When the foot is dorsiflexed following SLR, reproducing lower leg and calf pain, the pain may be radicular or due to a DVT. Differential diagnosis can be accomplished by flexing the knee, as in the Lasegue's differential test, while maintaining the dorsiflexed position of the foot.
With flexion of the knee, tension in the nerve root is reduced. The dorsiflexed position of the foot does not elicit enough tension in the nerve tissue and symptoms should decrease. Flexing the knee would not affect a DVT and symptoms would persist.
Note that some authors recommend a quick, sudden dorsiflexion of the foot during Bragard's test. This is not recommended in practical assessment. The action may dislodge a DVT, making it subject to transport through the vascular system.
The sequence has now expanded to a series of four tests. The supine patient can be examined by raising the extended symptomatic leg to the point at which symptoms are reproduced. The leg is then lowered to just below the point symptoms were produced and the foot dorsiflexed. Reproduction of symptoms reinforces the initial SLR finding and is then followed by flexion of the knee while maintaining foot dorsiflexion.
Relief of symptoms with knee flexion further reinforces the SLR/Bragard's findings. Continued symptoms with knee flexion and continued dorsiflexion suggest the possibility of DVT. Moses' test (squeezing the calf muscles to reproduce the pain of DVT) is used as a confirmatory procedure when DVT is suspected. Squeeze cautiously to avoid dislodging the DVT.
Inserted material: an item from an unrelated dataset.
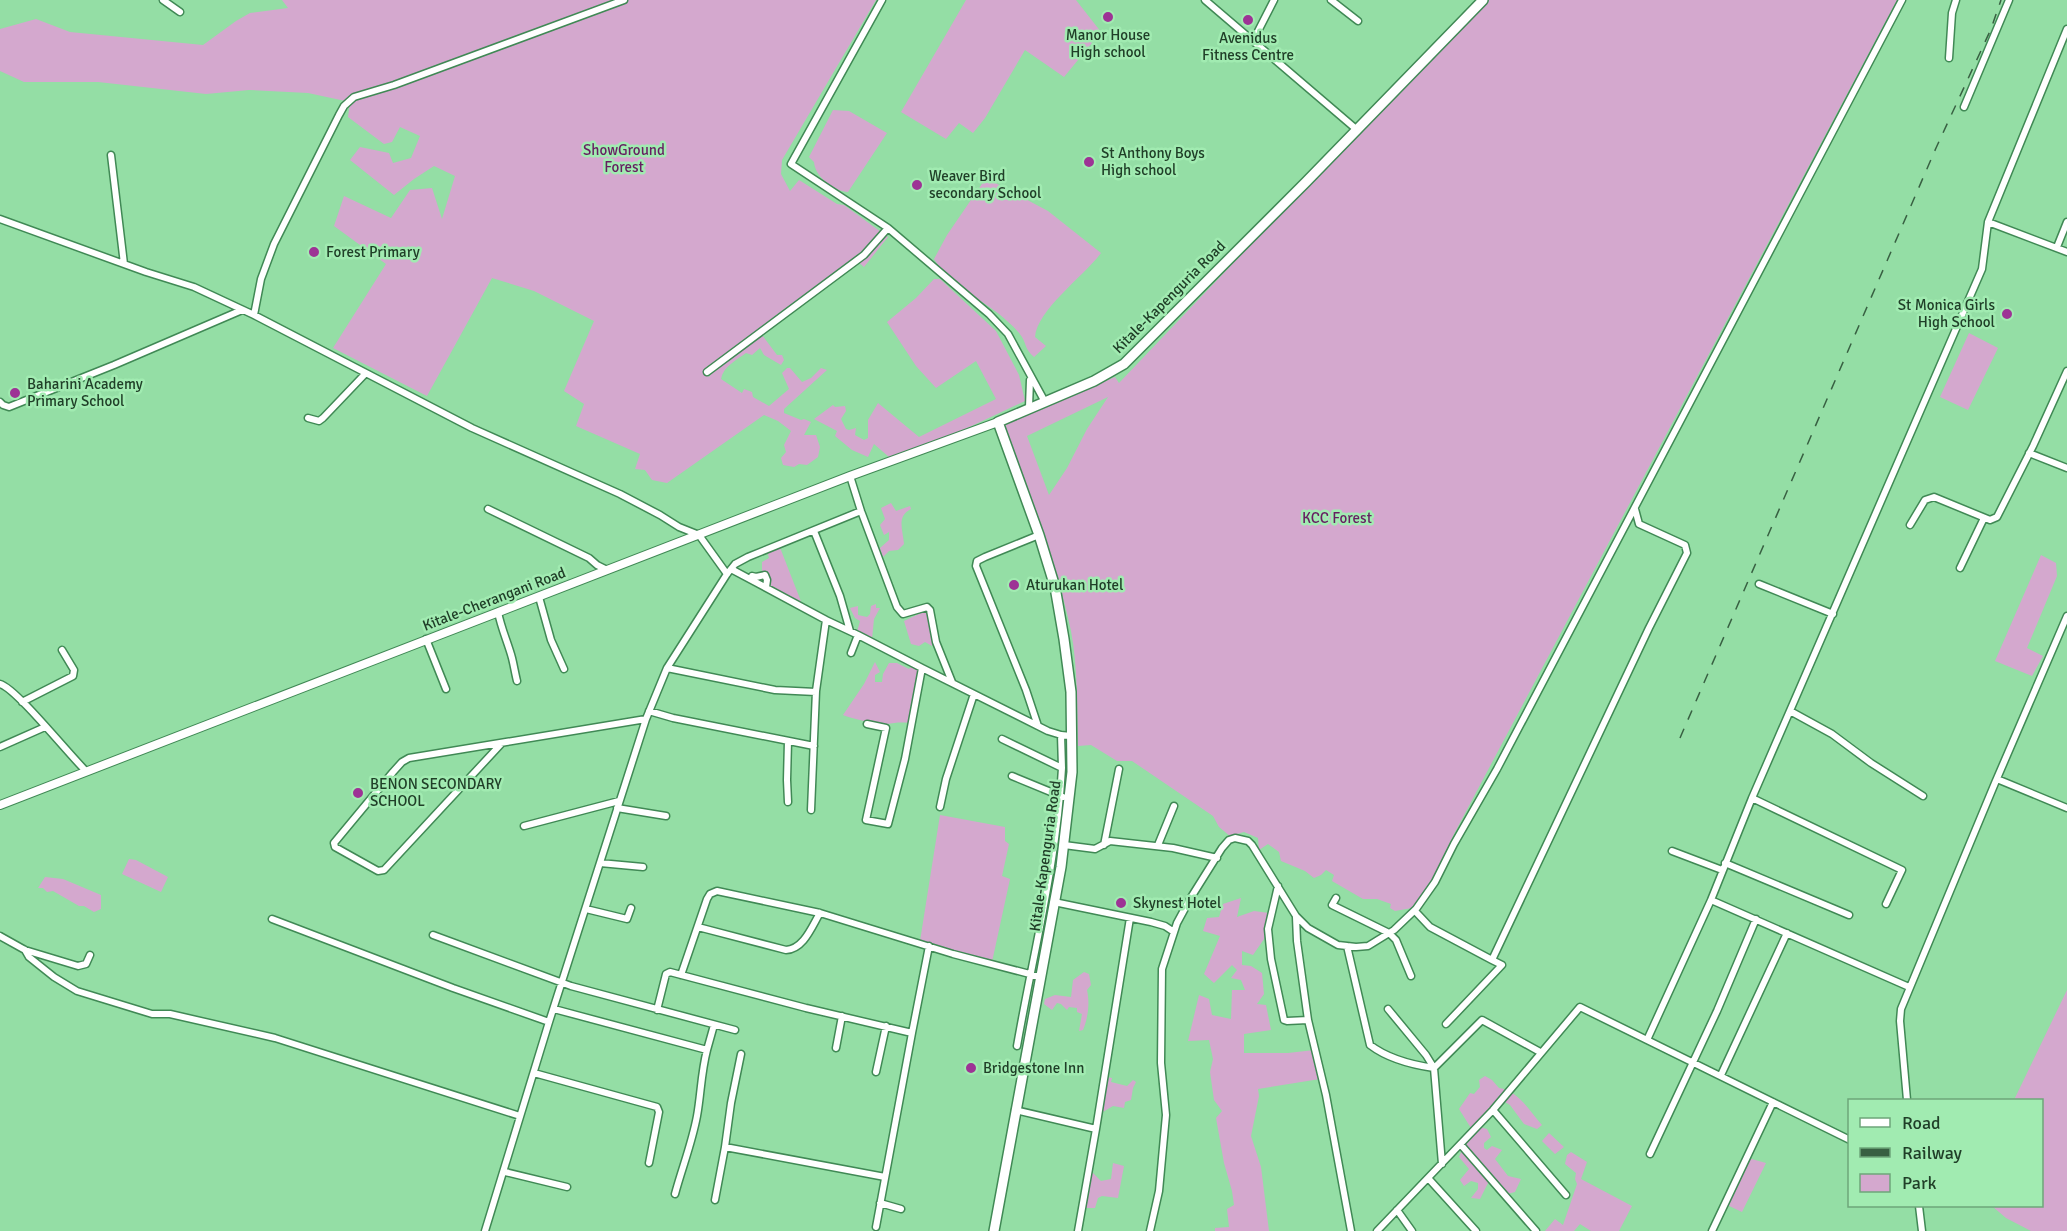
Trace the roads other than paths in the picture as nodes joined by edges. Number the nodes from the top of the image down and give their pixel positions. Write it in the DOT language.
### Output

Symptoms during SLR are typically produced between 35 and 70 degrees. Considering this, flexion of the knee for Lasegue's differential test should occur while maintaining the angle of hip flexion present when Bragard's test is performed. This allows the possibility of symptom relief and test interpretation without movement of the hip joint. Avoiding movement of the hip at this point is important, as it allows the sequence to expand further.
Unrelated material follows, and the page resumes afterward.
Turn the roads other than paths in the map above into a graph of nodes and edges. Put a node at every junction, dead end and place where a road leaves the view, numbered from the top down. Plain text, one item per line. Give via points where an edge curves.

The "sign of the buttocks" test differentiates between radicular and hip joint pathologies. The test is performed by maintaining the position of the hip joint following a positive SLR. Flexing the knee (Lasegue's differential) and attempting to increase hip flexion provide the differential. If the hip flexes further, the condition is radicular/sciatic in nature. If the hip does not flex further, hip joint pathology is indicated. Hip joint pathology can be further evaluated by attempting to move the patient's leg into the figure-four position of Patrick's test.
The sequence has now expanded to a series of five tests. The supine patient can be examined by raising the extended symptomatic leg to the point at which symptoms are reproduced. The leg is then lowered just below the point symptoms were produced and the foot dorsiflexed. Reproduction of symptoms reinforces the initial SLR finding. This is followed by flexion of the knee while maintaining foot dorsiflexion. This position is held long enough to interpret results for Homan's test; the hip is then flexed further to complete the sequence with the sign of the buttocks maneuver.
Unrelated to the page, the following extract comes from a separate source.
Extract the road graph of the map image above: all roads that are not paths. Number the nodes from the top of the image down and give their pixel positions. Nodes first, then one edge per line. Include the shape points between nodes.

The described sequence provides diagnostic information for identifying radicular problems, DVT and hip joint pathologies. The time spent performing the sequence is only seconds longer than the original SLR and Bragard's sequence. The result is improved efficiency and diagnostic information.
It is recommended that the reader study the tests listed here individually before using them in combination. After study of these and other tests, testing combinations will become more evident and their employment will enhance any examination.